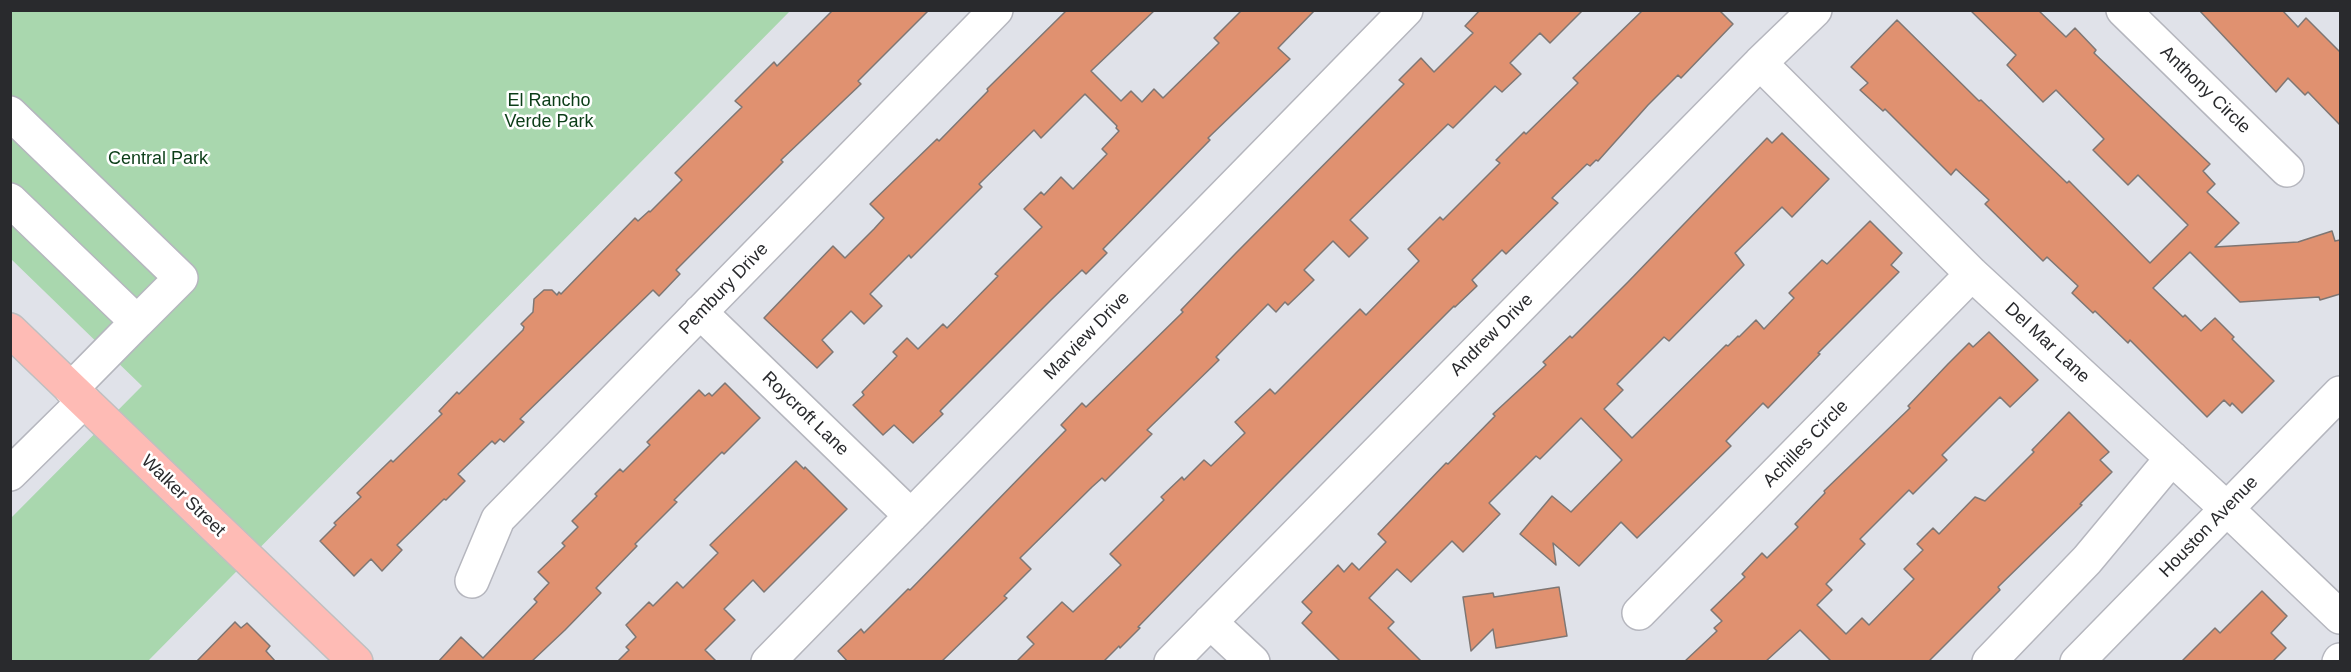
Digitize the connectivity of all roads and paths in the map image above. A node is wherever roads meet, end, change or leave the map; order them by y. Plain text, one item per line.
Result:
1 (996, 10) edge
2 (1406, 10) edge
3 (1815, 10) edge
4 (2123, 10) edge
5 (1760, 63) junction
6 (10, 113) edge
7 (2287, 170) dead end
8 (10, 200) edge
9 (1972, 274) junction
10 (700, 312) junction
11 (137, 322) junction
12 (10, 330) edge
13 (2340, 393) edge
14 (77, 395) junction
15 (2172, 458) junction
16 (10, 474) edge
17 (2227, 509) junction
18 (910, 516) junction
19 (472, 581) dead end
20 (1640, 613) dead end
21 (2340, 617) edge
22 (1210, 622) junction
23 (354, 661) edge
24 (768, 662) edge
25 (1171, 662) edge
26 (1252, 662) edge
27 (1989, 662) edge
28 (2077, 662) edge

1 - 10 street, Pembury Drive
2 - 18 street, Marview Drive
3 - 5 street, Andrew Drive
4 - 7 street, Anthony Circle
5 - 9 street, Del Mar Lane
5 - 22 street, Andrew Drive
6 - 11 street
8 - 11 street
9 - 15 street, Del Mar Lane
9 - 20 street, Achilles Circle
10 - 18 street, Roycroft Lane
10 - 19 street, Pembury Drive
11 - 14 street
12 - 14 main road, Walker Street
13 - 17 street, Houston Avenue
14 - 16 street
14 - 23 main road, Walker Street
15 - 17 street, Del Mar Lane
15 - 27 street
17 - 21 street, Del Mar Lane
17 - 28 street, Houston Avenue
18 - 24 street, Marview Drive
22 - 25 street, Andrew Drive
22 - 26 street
------------------------------------
Each entry above must be set down word for word; none of its pictures belong in the copy.

**Your solution:**
Digitize the connectivity of all roads and paths in the map image above. A node is wherever roads meet, end, change or leave the map; order them by y. Plain text, one item per line.
Result:
1 (996, 10) edge
2 (1406, 10) edge
3 (1815, 10) edge
4 (2123, 10) edge
5 (1760, 63) junction
6 (10, 113) edge
7 (2287, 170) dead end
8 (10, 200) edge
9 (1972, 274) junction
10 (700, 312) junction
11 (137, 322) junction
12 (10, 330) edge
13 (2340, 393) edge
14 (77, 395) junction
15 (2172, 458) junction
16 (10, 474) edge
17 (2227, 509) junction
18 (910, 516) junction
19 (472, 581) dead end
20 (1640, 613) dead end
21 (2340, 617) edge
22 (1210, 622) junction
23 (354, 661) edge
24 (768, 662) edge
25 (1171, 662) edge
26 (1252, 662) edge
27 (1989, 662) edge
28 (2077, 662) edge

1 - 10 street, Pembury Drive
2 - 18 street, Marview Drive
3 - 5 street, Andrew Drive
4 - 7 street, Anthony Circle
5 - 9 street, Del Mar Lane
5 - 22 street, Andrew Drive
6 - 11 street
8 - 11 street
9 - 15 street, Del Mar Lane
9 - 20 street, Achilles Circle
10 - 18 street, Roycroft Lane
10 - 19 street, Pembury Drive
11 - 14 street
12 - 14 main road, Walker Street
13 - 17 street, Houston Avenue
14 - 16 street
14 - 23 main road, Walker Street
15 - 17 street, Del Mar Lane
15 - 27 street
17 - 21 street, Del Mar Lane
17 - 28 street, Houston Avenue
18 - 24 street, Marview Drive
22 - 25 street, Andrew Drive
22 - 26 street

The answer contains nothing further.